» **Work request**
An exact reproduction of the data below is expected, free of images.

=== Data records ===

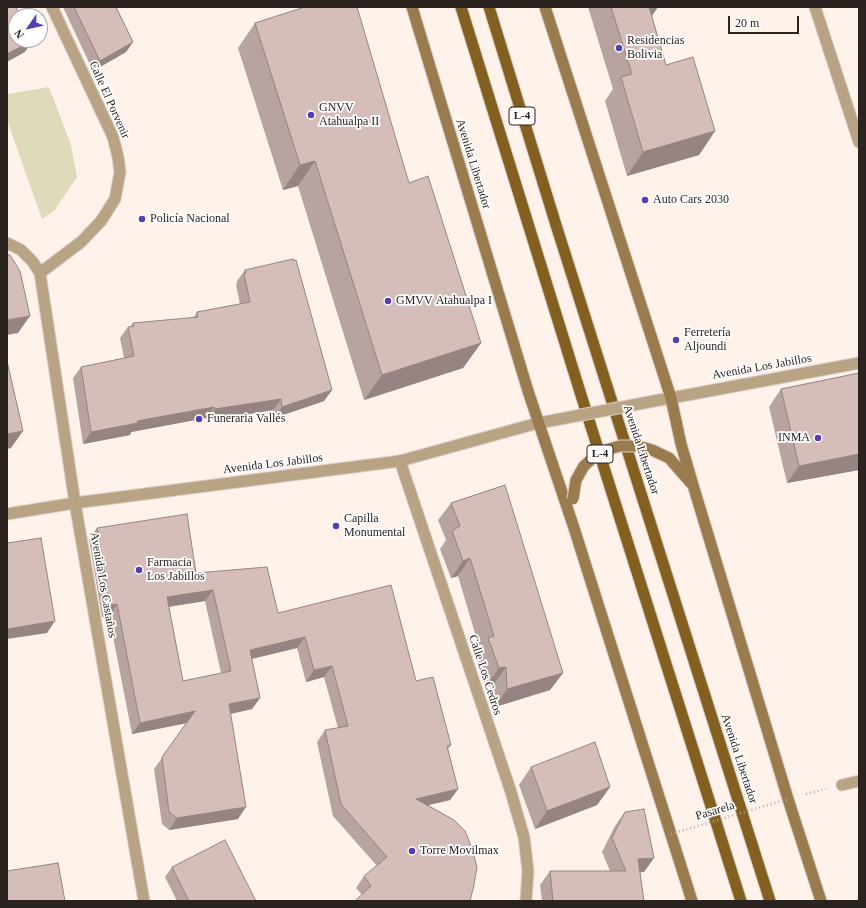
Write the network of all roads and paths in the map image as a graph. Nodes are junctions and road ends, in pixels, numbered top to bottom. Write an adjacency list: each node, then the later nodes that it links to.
1 (52, 7): 9 (street, Calle El Porvenir)
2 (412, 7): 12 (main road, Avenida Libertador / L-4)
3 (461, 7): 26 (main road, L-4)
4 (489, 7): 27 (main road, Avenida Libertador / L-4)
5 (545, 7): 11 (main road, L-4)
6 (815, 7): 7 (street)
7 (859, 142)
8 (7, 243): 9 (street)
9 (40, 273): 15 (street, Avenida Los Castaños)
10 (859, 363): 11 (street, Avenida Los Jabillos)
11 (671, 398): 12 (street, Avenida Los Jabillos, bridge); 14 (main road, L-4)
12 (538, 423): 13 (street, Avenida Los Jabillos); 17 (main road, Avenida Libertador / L-4)
13 (400, 461): 15 (street, Avenida Los Jabillos); 24 (street, Calle Los Cedros)
14 (693, 485): 17 (main road, L-4, bridge); 21 (main road, L-4)
15 (75, 503): 16 (street, Avenida Los Jabillos); 23 (street, Avenida Los Castaños)
16 (7, 514)
17 (574, 528): 22 (main road, Avenida Libertador / L-4)
18 (859, 781): 19 (street)
19 (842, 785): 20 (path)
20 (803, 795)
21 (792, 798): 22 (path, Pasarela, bridge); 28 (main road, L-4)
22 (671, 834): 25 (main road, Avenida Libertador / L-4)
23 (144, 901)
24 (526, 901)
25 (692, 901)
26 (741, 901)
27 (770, 901)
28 (821, 901)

===

» **Task solution**
Write the network of all roads and paths in the map image as a graph. Nodes are junctions and road ends, in pixels, numbered top to bottom. Write an adjacency list: each node, then the later nodes that it links to.
1 (52, 7): 9 (street, Calle El Porvenir)
2 (412, 7): 12 (main road, Avenida Libertador / L-4)
3 (461, 7): 26 (main road, L-4)
4 (489, 7): 27 (main road, Avenida Libertador / L-4)
5 (545, 7): 11 (main road, L-4)
6 (815, 7): 7 (street)
7 (859, 142)
8 (7, 243): 9 (street)
9 (40, 273): 15 (street, Avenida Los Castaños)
10 (859, 363): 11 (street, Avenida Los Jabillos)
11 (671, 398): 12 (street, Avenida Los Jabillos, bridge); 14 (main road, L-4)
12 (538, 423): 13 (street, Avenida Los Jabillos); 17 (main road, Avenida Libertador / L-4)
13 (400, 461): 15 (street, Avenida Los Jabillos); 24 (street, Calle Los Cedros)
14 (693, 485): 17 (main road, L-4, bridge); 21 (main road, L-4)
15 (75, 503): 16 (street, Avenida Los Jabillos); 23 (street, Avenida Los Castaños)
16 (7, 514)
17 (574, 528): 22 (main road, Avenida Libertador / L-4)
18 (859, 781): 19 (street)
19 (842, 785): 20 (path)
20 (803, 795)
21 (792, 798): 22 (path, Pasarela, bridge); 28 (main road, L-4)
22 (671, 834): 25 (main road, Avenida Libertador / L-4)
23 (144, 901)
24 (526, 901)
25 (692, 901)
26 (741, 901)
27 (770, 901)
28 (821, 901)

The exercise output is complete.